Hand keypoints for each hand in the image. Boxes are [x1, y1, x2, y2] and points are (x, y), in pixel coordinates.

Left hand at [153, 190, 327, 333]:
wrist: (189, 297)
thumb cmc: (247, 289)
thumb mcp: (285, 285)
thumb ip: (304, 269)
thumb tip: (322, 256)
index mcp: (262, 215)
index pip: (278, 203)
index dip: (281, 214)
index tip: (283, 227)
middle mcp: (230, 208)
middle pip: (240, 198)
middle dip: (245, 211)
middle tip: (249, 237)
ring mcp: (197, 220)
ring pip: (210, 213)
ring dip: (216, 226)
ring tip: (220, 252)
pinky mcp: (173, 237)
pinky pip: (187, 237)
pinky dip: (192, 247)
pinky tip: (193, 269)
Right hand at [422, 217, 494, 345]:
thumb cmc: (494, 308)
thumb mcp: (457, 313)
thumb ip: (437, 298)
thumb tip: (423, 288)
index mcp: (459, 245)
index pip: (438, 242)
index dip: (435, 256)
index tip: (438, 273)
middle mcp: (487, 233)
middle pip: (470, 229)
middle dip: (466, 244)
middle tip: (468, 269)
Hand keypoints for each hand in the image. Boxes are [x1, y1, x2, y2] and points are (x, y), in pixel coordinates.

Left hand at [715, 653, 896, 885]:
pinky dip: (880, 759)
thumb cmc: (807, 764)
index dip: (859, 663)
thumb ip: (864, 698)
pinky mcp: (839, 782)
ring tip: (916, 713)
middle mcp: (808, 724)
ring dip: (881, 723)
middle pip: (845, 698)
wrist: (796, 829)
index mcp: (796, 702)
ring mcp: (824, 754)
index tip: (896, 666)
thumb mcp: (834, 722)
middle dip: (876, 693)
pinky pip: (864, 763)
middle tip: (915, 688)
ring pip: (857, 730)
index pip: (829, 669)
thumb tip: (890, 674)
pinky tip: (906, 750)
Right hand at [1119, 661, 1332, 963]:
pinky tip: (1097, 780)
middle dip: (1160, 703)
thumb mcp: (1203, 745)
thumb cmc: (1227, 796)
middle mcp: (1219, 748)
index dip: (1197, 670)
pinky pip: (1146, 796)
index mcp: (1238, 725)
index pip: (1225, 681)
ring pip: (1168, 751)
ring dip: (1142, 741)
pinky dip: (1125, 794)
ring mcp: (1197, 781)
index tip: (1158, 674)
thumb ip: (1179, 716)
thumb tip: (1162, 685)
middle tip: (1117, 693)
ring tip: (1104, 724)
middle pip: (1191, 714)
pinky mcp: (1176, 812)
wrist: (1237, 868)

--------

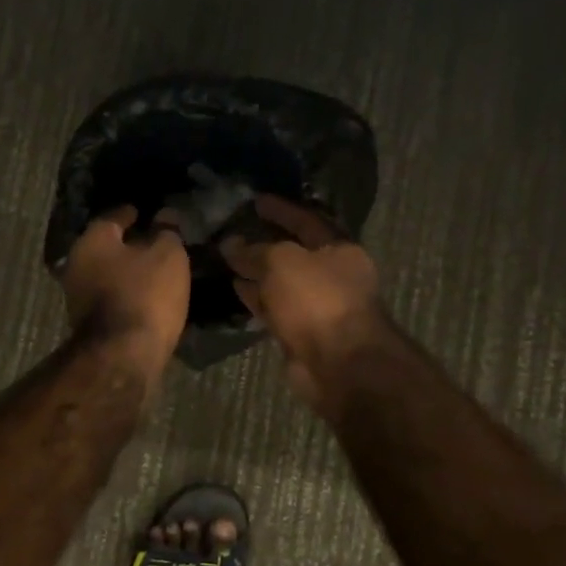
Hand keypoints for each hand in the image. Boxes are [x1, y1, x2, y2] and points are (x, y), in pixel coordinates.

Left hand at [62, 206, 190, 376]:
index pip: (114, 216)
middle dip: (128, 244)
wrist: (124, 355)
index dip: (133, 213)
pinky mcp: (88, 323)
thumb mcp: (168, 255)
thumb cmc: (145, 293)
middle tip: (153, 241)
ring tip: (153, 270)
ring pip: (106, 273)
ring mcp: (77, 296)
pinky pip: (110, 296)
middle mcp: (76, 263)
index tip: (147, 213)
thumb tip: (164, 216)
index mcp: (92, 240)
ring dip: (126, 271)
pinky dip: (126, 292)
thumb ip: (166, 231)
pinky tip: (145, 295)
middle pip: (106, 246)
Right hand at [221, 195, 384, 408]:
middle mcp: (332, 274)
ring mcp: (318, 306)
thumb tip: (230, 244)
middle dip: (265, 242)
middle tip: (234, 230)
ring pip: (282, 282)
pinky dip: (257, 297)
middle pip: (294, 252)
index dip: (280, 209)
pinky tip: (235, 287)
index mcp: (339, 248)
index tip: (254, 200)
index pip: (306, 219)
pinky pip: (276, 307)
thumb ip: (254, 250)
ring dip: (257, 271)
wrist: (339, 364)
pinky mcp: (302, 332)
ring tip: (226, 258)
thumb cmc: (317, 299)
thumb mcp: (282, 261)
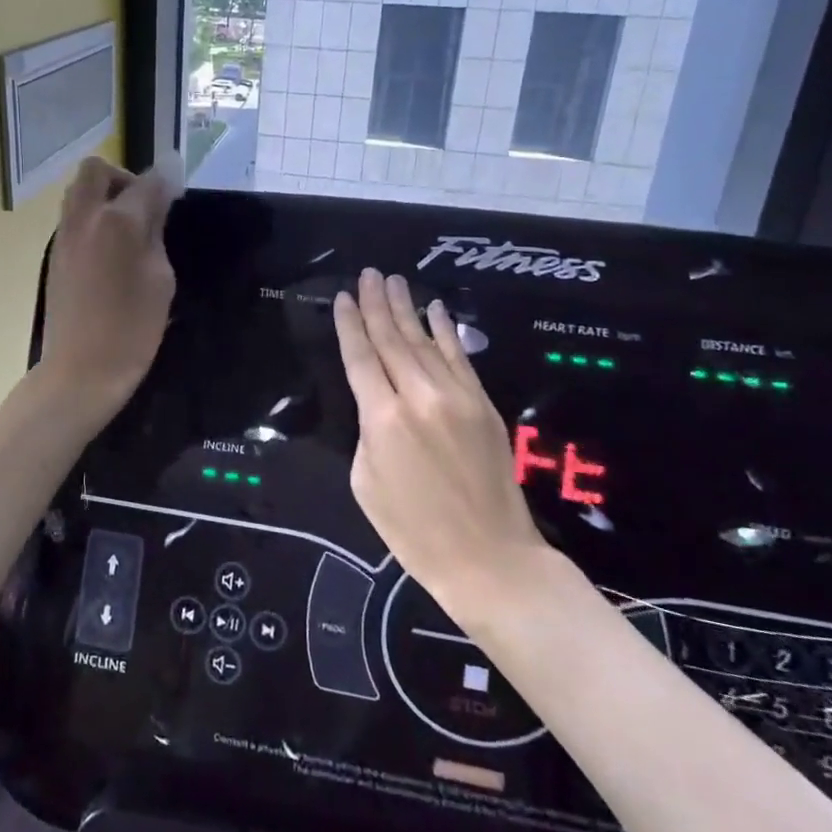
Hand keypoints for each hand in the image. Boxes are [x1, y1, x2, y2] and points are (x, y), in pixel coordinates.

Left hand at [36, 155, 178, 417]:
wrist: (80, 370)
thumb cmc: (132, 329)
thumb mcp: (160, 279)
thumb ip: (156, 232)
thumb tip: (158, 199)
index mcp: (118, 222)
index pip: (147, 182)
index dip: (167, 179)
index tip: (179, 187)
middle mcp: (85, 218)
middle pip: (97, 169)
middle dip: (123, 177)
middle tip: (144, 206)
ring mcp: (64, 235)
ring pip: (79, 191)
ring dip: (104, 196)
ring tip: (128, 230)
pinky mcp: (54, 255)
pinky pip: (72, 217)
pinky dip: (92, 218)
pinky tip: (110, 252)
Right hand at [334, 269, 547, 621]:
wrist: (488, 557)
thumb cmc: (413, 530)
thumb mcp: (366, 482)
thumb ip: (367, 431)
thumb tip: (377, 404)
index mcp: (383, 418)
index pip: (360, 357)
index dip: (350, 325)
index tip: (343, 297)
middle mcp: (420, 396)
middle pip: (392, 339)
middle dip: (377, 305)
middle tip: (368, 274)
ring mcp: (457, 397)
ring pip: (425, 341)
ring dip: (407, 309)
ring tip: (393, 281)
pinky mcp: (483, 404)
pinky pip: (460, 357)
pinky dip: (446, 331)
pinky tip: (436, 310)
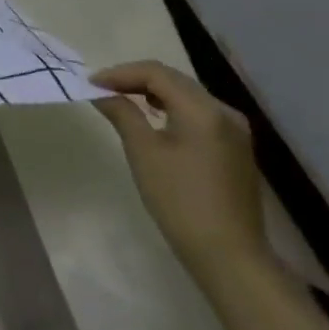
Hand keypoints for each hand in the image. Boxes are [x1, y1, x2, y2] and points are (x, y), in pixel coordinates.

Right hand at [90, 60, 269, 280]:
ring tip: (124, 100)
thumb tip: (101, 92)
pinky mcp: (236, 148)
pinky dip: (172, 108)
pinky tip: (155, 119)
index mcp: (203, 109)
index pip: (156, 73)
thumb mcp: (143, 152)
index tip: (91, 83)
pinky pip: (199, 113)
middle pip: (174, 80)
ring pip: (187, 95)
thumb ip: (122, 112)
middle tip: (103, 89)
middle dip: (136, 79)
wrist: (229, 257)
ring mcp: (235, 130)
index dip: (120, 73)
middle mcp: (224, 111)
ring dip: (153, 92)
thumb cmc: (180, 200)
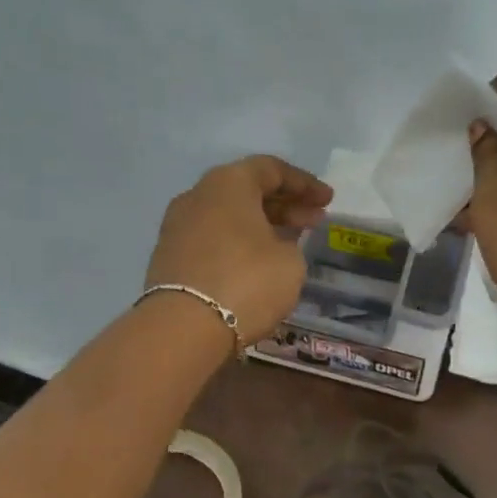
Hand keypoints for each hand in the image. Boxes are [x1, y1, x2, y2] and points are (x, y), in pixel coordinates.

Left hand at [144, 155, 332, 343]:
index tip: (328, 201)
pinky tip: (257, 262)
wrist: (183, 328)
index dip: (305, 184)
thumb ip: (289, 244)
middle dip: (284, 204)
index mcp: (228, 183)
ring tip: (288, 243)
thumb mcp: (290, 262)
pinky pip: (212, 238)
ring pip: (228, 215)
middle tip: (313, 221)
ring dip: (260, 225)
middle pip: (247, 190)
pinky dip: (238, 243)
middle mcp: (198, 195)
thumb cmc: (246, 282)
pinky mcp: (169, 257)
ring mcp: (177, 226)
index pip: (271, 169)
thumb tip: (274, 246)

--------

- EXERCISE: Among the lines above, find the one with "middle dip: (245, 211)" and the one with "ring dip: (881, 723)". Quote both and everything between them, exactly.

- TASK RESULT:
middle dip: (245, 211)
middle tip: (249, 237)
ring mcp: (197, 220)
ring pip: (210, 213)
ring dip: (216, 226)
ring tip: (220, 252)
pinky mcp: (173, 237)
pinky pip: (187, 237)
pinky dip: (192, 247)
pinky tip: (193, 269)
Right hand at [422, 217, 494, 345]:
thumb cmc: (494, 308)
thumb mcp: (457, 313)
thumb ip: (437, 298)
thumb tip: (423, 288)
index mcp: (459, 245)
index pip: (438, 242)
index dip: (435, 256)
index tip: (438, 273)
middle mcp: (487, 233)
middle pip: (470, 229)
middle dip: (466, 244)
middle tip: (468, 269)
Hand keypoints for each hand in the image. Boxes are [x1, y1, x2, y2] and points are (x, y), in pixel coordinates.

Left hand at [715, 653, 896, 885]:
pinky dip: (880, 759)
thumb cmc: (807, 764)
index dip: (859, 663)
thumb ip: (864, 698)
pinky mcp: (839, 782)
ring tip: (916, 713)
middle mcp: (808, 724)
ring dip: (881, 723)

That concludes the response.